Where a line in the records below includes "roads", pull that line out.

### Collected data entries
• • • •

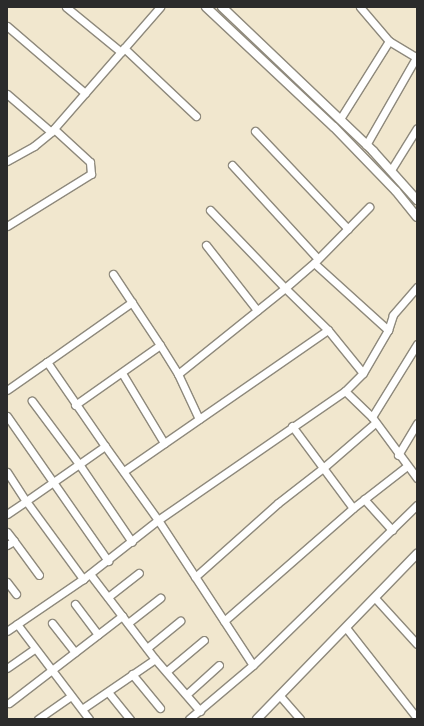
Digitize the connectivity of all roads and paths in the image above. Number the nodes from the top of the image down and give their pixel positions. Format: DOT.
graph roads {
  1 [pos="66,7"];
  2 [pos="160,7"];
  3 [pos="206,7"];
  4 [pos="222,7"];
  5 [pos="360,7"];
  6 [pos="7,26"];
  7 [pos="389,42"];
  8 [pos="122,50"];
  9 [pos="417,57"];
  10 [pos="86,93"];
  11 [pos="7,94"];
  12 [pos="196,116"];
  13 [pos="340,119"];
  14 [pos="417,128"];
  15 [pos="52,130"];
  16 [pos="255,131"];
  17 [pos="366,145"];
  18 [pos="7,161"];
  19 [pos="232,165"];
  20 [pos="391,170"];
  21 [pos="416,196"];
  22 [pos="369,207"];
  23 [pos="210,210"];
  24 [pos="417,217"];
  25 [pos="7,226"];
  26 [pos="348,229"];
  27 [pos="206,245"];
  28 [pos="316,261"];
  29 [pos="112,274"];
  30 [pos="285,288"];
  31 [pos="417,288"];
  32 [pos="132,302"];
  33 [pos="256,310"];
  34 [pos="328,330"];
  35 [pos="388,330"];
  36 [pos="417,344"];
  37 [pos="160,345"];
  38 [pos="47,362"];
  39 [pos="122,373"];
  40 [pos="363,373"];
  41 [pos="178,374"];
  42 [pos="7,390"];
  43 [pos="345,392"];
  44 [pos="32,401"];
  45 [pos="76,405"];
  46 [pos="7,416"];
  47 [pos="199,419"];
  48 [pos="374,420"];
  49 [pos="417,423"];
  50 [pos="292,426"];
  51 [pos="164,443"];
  52 [pos="105,446"];
  53 [pos="398,455"];
  54 [pos="79,464"];
  55 [pos="407,466"];
  56 [pos="323,468"];
  57 [pos="7,472"];
  58 [pos="124,472"];
  59 [pos="417,478"];
  60 [pos="53,482"];
  61 [pos="364,499"];
  62 [pos="26,501"];
  63 [pos="417,505"];
  64 [pos="353,508"];
  65 [pos="7,514"];
  66 [pos="158,520"];
  67 [pos="392,530"];
  68 [pos="7,532"];
  69 [pos="132,542"];
  70 [pos="10,543"];
  71 [pos="417,554"];
  72 [pos="108,561"];
  73 [pos="90,574"];
  74 [pos="139,574"];
  75 [pos="39,575"];
  76 [pos="195,577"];
  77 [pos="83,579"];
  78 [pos="7,582"];
  79 [pos="16,594"];
  80 [pos="108,597"];
  81 [pos="160,598"];
  82 [pos="376,598"];
  83 [pos="75,604"];
  84 [pos="122,616"];
  85 [pos="180,621"];
  86 [pos="224,621"];
  87 [pos="52,622"];
  88 [pos="128,623"];
  89 [pos="16,624"];
  90 [pos="347,629"];
  91 [pos="7,630"];
  92 [pos="98,634"];
  93 [pos="204,640"];
  94 [pos="417,644"];
  95 [pos="147,648"];
  96 [pos="34,649"];
  97 [pos="75,652"];
  98 [pos="155,658"];
  99 [pos="219,665"];
  100 [pos="253,665"];
  101 [pos="7,668"];
  102 [pos="50,671"];
  103 [pos="166,671"];
  104 [pos="132,674"];
  105 [pos="108,692"];
  106 [pos="187,694"];
  107 [pos="71,696"];
  108 [pos="281,696"];
  109 [pos="9,704"];
  110 [pos="160,708"];
  111 [pos="82,709"];
  112 [pos="200,711"];
  113 [pos="417,718"];
  114 [pos="38,719"];
  115 [pos="89,719"];
  116 [pos="130,719"];
  117 [pos="189,719"];
  118 [pos="257,719"];
  119 [pos="300,719"];
  1 -- 8 [label="street"];
  2 -- 8 [label="street"];
  3 -- 24 [label="street"];
  4 -- 13 [label="street"];
  5 -- 7 [label="street"];
  6 -- 10 [label="street"];
  7 -- 9 [label="street"];
  7 -- 13 [label="street"];
  8 -- 10 [label="street"];
  8 -- 12 [label="street"];
  9 -- 17 [label="street"];
  10 -- 15 [label="street"];
  11 -- 15 [label="street"];
  13 -- 17 [label="street"];
  14 -- 20 [label="street"];
  15 -- 18 [label="street"];
  15 -- 25 [label="street"];
  16 -- 26 [label="street"];
  17 -- 20 [label="street"];
  19 -- 28 [label="street"];
  20 -- 21 [label="street"];
  22 -- 26 [label="street"];
  23 -- 30 [label="street"];
  26 -- 28 [label="street"];
  27 -- 33 [label="street"];
  28 -- 30 [label="street"];
  28 -- 35 [label="street"];
  29 -- 32 [label="street"];
  30 -- 33 [label="street"];
  30 -- 34 [label="street"];
  31 -- 35 [label="street"];
  32 -- 37 [label="street"];
  32 -- 38 [label="street"];
  33 -- 41 [label="street"];
  34 -- 40 [label="street"];
  34 -- 47 [label="street"];
  35 -- 40 [label="street"];
  36 -- 48 [label="street"];
  37 -- 39 [label="street"];
  37 -- 41 [label="street"];
  38 -- 42 [label="street"];
  38 -- 45 [label="street"];
  39 -- 45 [label="street"];
  39 -- 51 [label="street"];
  40 -- 43 [label="street"];
  41 -- 47 [label="street"];
  43 -- 48 [label="street"];
  43 -- 50 [label="street"];
  44 -- 54 [label="street"];
  45 -- 52 [label="street"];
  46 -- 60 [label="street"];
  47 -- 51 [label="street"];
  48 -- 53 [label="street"];
  48 -- 56 [label="street"];
  49 -- 53 [label="street"];
  50 -- 56 [label="street"];
  50 -- 66 [label="street"];
  51 -- 58 [label="street"];
  52 -- 54 [label="street"];
  52 -- 58 [label="street"];
  53 -- 55 [label="street"];
  54 -- 60 [label="street"];
  54 -- 69 [label="street"];
  55 -- 59 [label="street"];
  55 -- 61 [label="street"];
  56 -- 64 [label="street"];
  56 -- 76 [label="street"];
  57 -- 62 [label="street"];
  58 -- 66 [label="street"];
  60 -- 62 [label="street"];
  60 -- 72 [label="street"];
  61 -- 64 [label="street"];
  61 -- 67 [label="street"];
  62 -- 65 [label="street"];
  62 -- 77 [label="street"];
  63 -- 67 [label="street"];
  64 -- 86 [label="street"];
  66 -- 69 [label="street"];
  66 -- 76 [label="street"];
  67 -- 100 [label="street"];
  68 -- 70 [label="street"];
  69 -- 72 [label="street"];
  70 -- 75 [label="street"];
  71 -- 82 [label="street"];
  72 -- 73 [label="street"];
  73 -- 77 [label="street"];
  73 -- 80 [label="street"];
  74 -- 80 [label="street"];
  76 -- 86 [label="street"];
  77 -- 89 [label="street"];
  78 -- 79 [label="street"];
  80 -- 84 [label="street"];
  81 -- 88 [label="street"];
  82 -- 90 [label="street"];
  82 -- 94 [label="street"];
  83 -- 92 [label="street"];
  84 -- 88 [label="street"];
  84 -- 92 [label="street"];
  85 -- 95 [label="street"];
  86 -- 100 [label="street"];
  87 -- 97 [label="street"];
  88 -- 95 [label="street"];
  89 -- 91 [label="street"];
  89 -- 96 [label="street"];
  90 -- 108 [label="street"];
  90 -- 113 [label="street"];
  92 -- 97 [label="street"];
  93 -- 103 [label="street"];
  95 -- 98 [label="street"];
  96 -- 101 [label="street"];
  96 -- 102 [label="street"];
  97 -- 102 [label="street"];
  98 -- 103 [label="street"];
  98 -- 104 [label="street"];
  99 -- 106 [label="street"];
  100 -- 112 [label="street"];
  102 -- 107 [label="street"];
  102 -- 109 [label="street"];
  103 -- 106 [label="street"];
  104 -- 105 [label="street"];
  104 -- 110 [label="street"];
  105 -- 111 [label="street"];
  105 -- 116 [label="street"];
  106 -- 112 [label="street"];
  107 -- 111 [label="street"];
  107 -- 114 [label="street"];
  108 -- 118 [label="street"];
  108 -- 119 [label="street"];
  111 -- 115 [label="street"];
  112 -- 117 [label="street"];
}
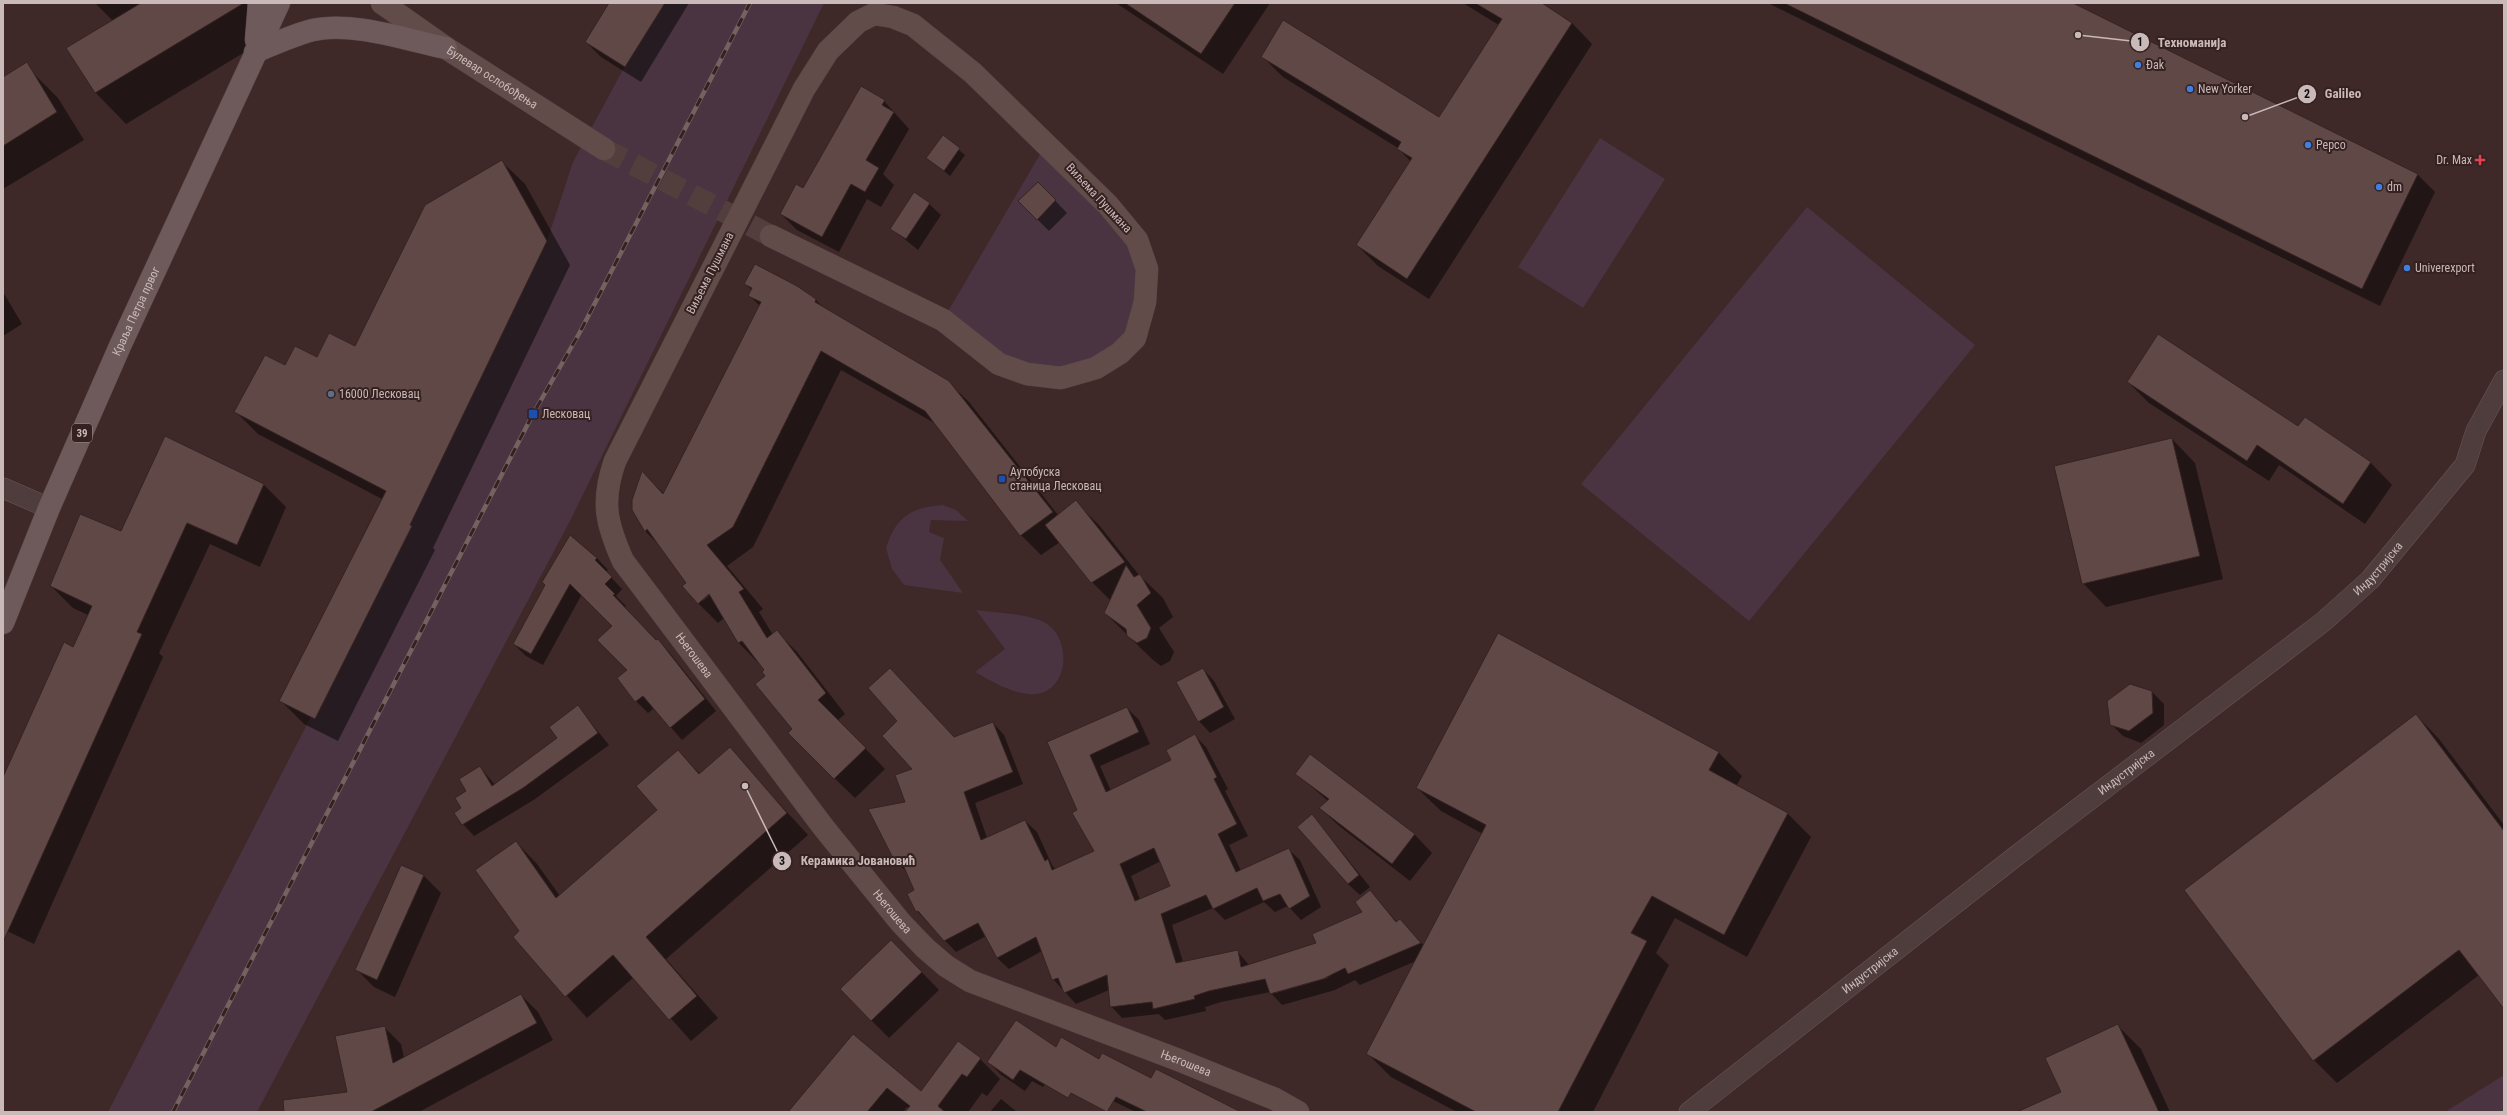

• • • •

### Answer below
Digitize the connectivity of all roads and paths in the image above. Number the nodes from the top of the image down and give their pixel positions. Format: DOT.
graph roads {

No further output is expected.